Your task
A single number is wanted: how many lines of the data include the string "Right".

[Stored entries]
####################

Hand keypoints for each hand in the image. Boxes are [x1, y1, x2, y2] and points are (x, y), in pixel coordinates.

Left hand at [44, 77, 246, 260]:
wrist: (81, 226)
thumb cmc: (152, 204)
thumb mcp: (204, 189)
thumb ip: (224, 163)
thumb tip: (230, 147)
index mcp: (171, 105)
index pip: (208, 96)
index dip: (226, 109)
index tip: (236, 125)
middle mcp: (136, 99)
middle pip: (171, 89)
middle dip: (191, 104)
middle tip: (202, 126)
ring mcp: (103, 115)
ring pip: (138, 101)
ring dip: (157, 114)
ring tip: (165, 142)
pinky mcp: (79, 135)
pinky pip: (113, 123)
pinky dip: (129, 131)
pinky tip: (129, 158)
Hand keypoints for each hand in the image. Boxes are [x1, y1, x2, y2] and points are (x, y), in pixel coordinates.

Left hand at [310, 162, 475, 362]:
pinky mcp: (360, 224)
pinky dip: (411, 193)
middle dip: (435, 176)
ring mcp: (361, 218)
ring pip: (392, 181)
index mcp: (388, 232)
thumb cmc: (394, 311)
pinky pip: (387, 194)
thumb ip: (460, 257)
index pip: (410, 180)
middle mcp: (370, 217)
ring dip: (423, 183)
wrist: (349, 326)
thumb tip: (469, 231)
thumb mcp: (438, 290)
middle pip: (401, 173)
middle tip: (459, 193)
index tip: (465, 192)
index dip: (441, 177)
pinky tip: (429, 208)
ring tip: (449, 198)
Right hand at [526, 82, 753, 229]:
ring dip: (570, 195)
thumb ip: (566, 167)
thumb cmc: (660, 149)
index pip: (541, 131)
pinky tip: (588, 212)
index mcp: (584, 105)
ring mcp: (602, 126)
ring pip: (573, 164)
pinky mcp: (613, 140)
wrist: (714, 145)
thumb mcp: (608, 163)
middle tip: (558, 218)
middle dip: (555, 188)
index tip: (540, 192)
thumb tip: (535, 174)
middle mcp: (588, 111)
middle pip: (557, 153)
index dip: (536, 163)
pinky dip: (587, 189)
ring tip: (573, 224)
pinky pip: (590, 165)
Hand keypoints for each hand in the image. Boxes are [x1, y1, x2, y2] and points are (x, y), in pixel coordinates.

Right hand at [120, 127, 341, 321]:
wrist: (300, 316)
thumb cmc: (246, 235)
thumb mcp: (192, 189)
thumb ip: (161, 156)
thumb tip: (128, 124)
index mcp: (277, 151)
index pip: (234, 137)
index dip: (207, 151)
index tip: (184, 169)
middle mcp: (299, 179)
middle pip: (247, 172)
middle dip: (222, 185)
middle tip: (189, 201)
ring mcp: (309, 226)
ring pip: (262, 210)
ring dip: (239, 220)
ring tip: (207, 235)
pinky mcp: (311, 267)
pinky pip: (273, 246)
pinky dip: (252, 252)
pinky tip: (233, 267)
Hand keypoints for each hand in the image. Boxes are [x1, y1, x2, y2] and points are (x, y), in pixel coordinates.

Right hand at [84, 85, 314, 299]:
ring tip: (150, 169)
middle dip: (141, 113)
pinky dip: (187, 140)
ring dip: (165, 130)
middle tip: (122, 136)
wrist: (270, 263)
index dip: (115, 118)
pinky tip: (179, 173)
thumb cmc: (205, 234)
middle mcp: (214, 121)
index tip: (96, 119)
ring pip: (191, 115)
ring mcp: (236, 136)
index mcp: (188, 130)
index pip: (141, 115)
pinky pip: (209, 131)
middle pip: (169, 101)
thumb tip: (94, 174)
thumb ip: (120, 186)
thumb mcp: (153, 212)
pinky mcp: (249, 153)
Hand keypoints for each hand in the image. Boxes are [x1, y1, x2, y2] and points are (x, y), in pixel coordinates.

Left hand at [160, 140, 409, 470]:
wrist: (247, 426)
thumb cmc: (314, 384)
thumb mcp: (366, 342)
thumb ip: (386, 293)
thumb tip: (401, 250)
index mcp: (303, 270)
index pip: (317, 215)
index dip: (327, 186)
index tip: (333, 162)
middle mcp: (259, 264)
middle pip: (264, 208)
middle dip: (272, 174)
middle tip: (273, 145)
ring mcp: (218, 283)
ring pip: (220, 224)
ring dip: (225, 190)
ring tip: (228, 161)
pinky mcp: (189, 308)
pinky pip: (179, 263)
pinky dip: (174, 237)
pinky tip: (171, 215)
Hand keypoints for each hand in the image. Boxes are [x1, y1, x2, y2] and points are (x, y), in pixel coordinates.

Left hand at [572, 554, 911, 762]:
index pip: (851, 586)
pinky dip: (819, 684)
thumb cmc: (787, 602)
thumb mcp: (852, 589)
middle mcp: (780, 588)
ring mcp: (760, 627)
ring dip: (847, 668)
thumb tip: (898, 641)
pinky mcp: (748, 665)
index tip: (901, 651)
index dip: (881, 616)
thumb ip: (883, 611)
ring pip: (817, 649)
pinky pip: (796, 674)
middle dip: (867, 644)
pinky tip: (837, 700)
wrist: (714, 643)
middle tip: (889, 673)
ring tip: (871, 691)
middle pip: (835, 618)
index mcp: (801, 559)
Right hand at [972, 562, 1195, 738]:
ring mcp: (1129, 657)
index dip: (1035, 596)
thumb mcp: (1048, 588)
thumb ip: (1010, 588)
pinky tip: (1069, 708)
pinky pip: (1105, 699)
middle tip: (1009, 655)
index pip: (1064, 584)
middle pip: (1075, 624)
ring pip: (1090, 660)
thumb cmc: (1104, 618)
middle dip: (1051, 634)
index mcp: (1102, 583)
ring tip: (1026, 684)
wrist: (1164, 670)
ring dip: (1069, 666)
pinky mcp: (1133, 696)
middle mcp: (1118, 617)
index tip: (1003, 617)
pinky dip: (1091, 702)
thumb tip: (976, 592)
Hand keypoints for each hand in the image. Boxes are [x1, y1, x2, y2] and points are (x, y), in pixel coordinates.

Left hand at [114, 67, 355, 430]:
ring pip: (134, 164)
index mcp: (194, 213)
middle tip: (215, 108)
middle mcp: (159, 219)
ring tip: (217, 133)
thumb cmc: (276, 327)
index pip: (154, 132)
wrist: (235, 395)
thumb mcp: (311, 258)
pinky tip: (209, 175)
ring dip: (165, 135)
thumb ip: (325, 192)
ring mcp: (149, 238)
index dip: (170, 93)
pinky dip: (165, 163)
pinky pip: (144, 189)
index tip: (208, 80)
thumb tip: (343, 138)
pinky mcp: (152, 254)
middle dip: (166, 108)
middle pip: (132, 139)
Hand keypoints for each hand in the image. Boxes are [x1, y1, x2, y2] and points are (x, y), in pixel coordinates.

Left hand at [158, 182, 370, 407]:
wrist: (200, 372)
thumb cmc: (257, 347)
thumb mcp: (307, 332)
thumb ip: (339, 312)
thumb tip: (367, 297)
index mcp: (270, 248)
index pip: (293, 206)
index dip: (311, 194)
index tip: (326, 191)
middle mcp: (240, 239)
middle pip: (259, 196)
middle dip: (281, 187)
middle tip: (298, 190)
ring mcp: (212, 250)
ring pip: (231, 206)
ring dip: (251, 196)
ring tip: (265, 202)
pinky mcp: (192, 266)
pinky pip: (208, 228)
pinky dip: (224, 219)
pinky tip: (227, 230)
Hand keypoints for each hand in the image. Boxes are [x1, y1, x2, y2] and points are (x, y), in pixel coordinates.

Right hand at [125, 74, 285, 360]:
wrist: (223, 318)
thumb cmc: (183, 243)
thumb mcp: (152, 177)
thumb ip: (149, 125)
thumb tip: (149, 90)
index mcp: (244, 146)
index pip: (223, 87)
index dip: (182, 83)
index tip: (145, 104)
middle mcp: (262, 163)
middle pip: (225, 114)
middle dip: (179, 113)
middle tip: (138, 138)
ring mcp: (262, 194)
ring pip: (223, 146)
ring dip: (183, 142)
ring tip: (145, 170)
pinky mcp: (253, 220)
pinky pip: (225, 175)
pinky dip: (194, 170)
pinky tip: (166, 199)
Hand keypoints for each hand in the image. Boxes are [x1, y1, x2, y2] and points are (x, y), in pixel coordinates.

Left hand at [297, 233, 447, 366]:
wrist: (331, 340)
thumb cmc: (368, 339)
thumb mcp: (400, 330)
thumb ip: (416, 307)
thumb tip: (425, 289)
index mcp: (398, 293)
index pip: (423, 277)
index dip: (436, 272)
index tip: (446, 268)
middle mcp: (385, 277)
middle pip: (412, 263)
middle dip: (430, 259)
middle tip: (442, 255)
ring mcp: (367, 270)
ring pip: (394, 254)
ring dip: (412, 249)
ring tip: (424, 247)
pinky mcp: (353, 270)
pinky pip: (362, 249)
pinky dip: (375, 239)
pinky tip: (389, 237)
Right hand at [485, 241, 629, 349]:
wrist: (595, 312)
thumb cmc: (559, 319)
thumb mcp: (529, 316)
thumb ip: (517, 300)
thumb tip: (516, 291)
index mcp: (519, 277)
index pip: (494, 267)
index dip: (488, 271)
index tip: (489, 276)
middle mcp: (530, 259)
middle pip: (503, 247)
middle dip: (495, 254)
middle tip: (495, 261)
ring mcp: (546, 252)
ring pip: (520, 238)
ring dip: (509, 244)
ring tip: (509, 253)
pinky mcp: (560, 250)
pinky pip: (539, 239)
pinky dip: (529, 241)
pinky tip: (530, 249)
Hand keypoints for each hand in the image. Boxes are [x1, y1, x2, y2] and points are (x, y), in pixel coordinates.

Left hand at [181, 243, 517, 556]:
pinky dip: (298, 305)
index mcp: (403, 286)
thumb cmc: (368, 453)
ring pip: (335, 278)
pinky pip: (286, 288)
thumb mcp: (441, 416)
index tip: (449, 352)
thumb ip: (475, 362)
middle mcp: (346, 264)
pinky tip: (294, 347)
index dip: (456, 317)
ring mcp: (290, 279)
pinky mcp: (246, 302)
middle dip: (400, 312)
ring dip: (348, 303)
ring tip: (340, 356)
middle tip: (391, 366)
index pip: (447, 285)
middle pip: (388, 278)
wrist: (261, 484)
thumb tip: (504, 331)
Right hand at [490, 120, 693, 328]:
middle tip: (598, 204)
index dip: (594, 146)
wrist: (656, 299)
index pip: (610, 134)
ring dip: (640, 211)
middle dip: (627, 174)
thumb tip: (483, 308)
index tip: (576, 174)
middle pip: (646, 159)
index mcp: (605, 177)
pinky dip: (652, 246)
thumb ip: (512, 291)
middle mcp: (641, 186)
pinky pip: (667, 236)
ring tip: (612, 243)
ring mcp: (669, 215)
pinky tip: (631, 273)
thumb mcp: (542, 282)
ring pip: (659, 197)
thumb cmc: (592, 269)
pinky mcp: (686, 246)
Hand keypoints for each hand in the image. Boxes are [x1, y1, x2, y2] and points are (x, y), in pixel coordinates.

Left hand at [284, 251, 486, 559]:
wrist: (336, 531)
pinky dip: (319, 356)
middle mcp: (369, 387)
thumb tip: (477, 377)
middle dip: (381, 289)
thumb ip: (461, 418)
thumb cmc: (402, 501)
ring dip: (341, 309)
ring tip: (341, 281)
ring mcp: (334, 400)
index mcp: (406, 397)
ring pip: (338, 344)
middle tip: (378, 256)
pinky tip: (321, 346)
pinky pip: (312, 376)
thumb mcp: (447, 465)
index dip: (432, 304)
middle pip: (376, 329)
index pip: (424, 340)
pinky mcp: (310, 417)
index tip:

####################

Exercise answer
7